## Exercise details
Produce one exact copy of the records, no pictures.

## Data under study
↓↓↓
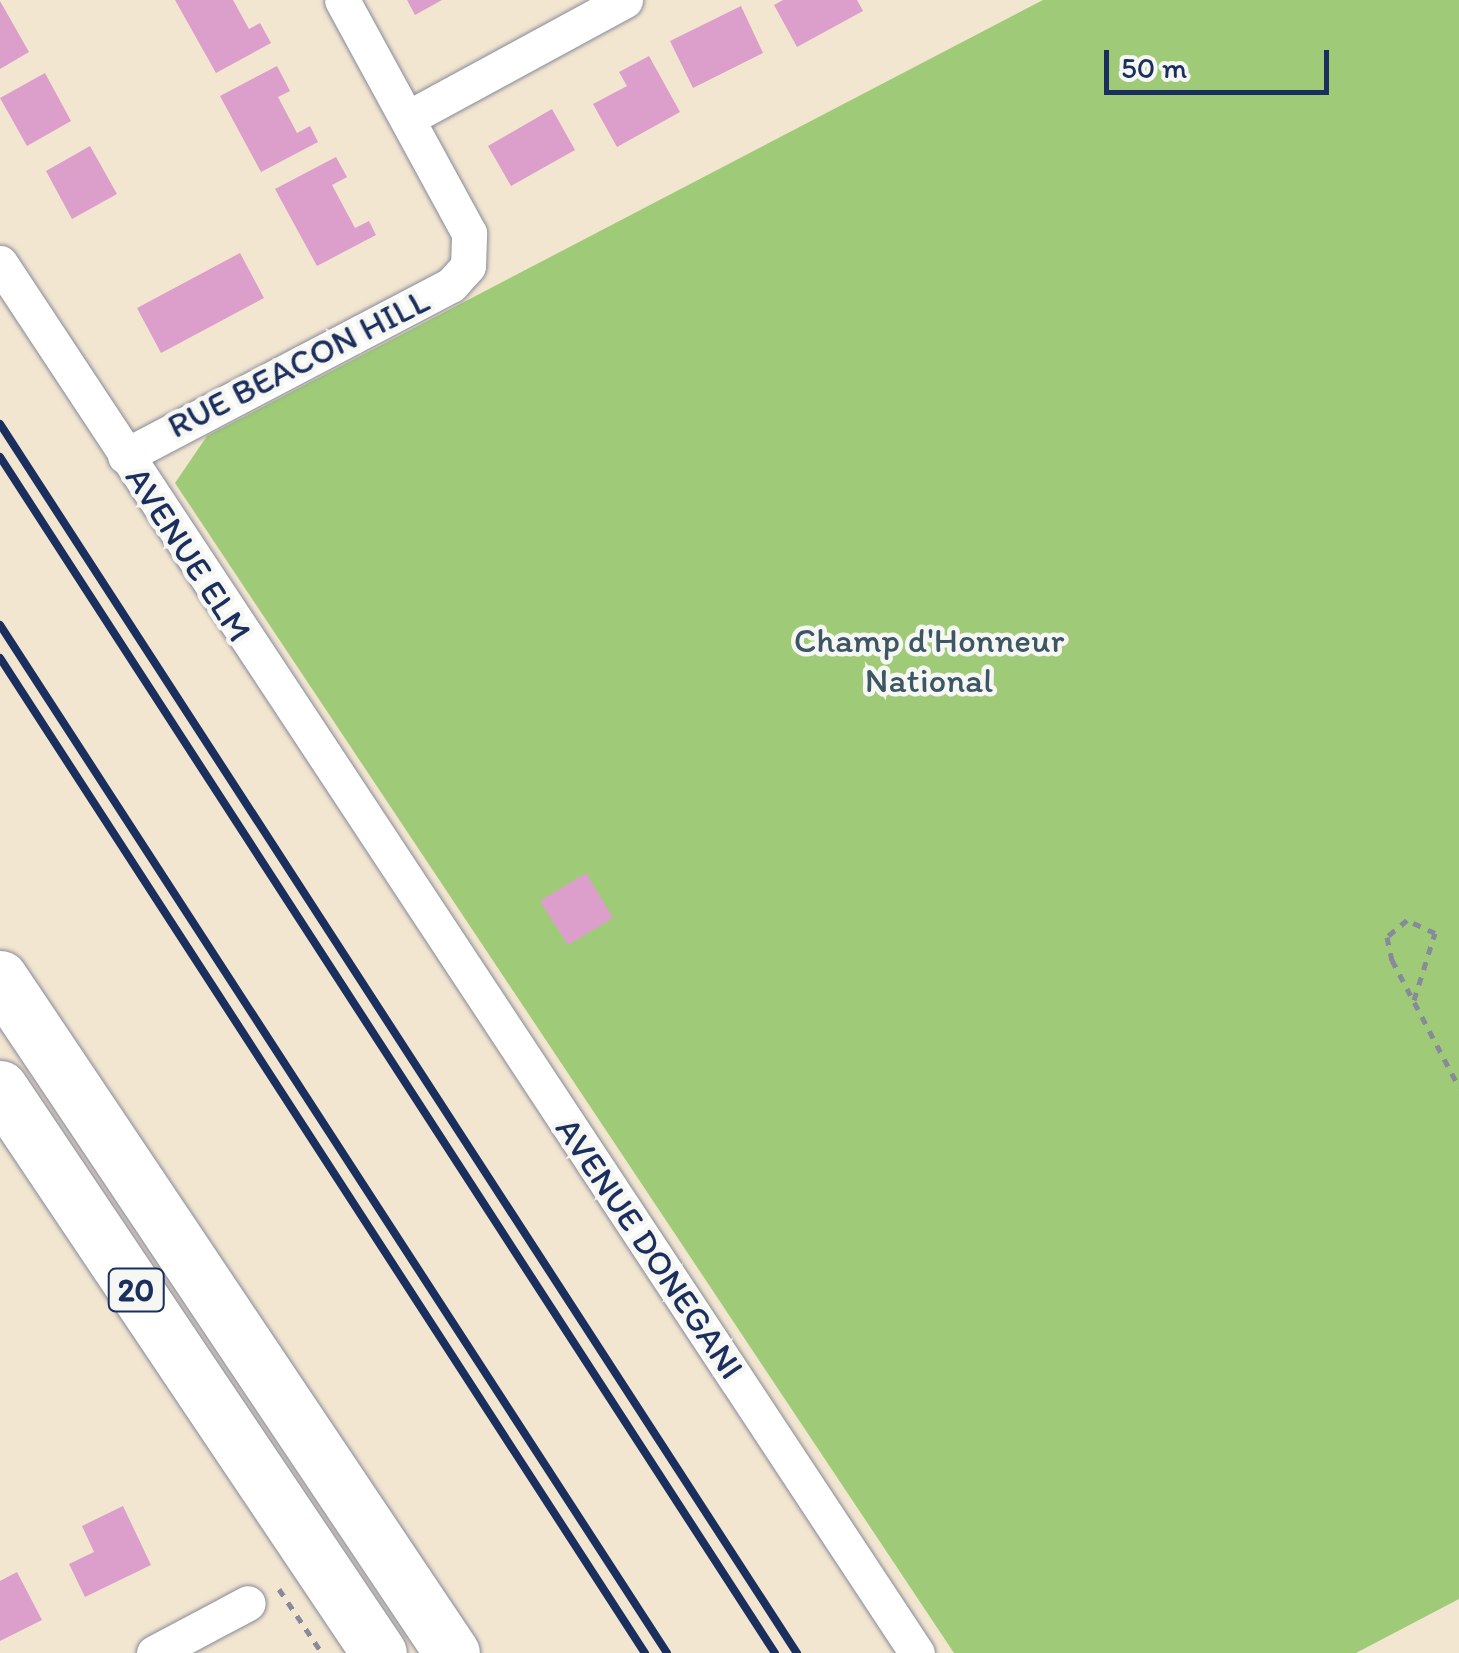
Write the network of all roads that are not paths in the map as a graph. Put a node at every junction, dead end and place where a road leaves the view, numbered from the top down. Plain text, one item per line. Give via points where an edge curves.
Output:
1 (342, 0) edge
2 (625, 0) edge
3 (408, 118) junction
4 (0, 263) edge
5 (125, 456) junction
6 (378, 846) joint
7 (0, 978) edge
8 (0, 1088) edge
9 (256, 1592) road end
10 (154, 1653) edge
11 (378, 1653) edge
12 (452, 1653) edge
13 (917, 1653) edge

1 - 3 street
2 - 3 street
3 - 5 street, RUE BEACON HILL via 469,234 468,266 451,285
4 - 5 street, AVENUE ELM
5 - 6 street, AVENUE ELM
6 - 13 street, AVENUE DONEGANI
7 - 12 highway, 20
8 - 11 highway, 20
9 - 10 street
↑↑↑
## Exercise answer
Write the network of all roads that are not paths in the map as a graph. Put a node at every junction, dead end and place where a road leaves the view, numbered from the top down. Plain text, one item per line. Give via points where an edge curves.
Output:
1 (342, 0) edge
2 (625, 0) edge
3 (408, 118) junction
4 (0, 263) edge
5 (125, 456) junction
6 (378, 846) joint
7 (0, 978) edge
8 (0, 1088) edge
9 (256, 1592) road end
10 (154, 1653) edge
11 (378, 1653) edge
12 (452, 1653) edge
13 (917, 1653) edge

1 - 3 street
2 - 3 street
3 - 5 street, RUE BEACON HILL via 469,234 468,266 451,285
4 - 5 street, AVENUE ELM
5 - 6 street, AVENUE ELM
6 - 13 street, AVENUE DONEGANI
7 - 12 highway, 20
8 - 11 highway, 20
9 - 10 street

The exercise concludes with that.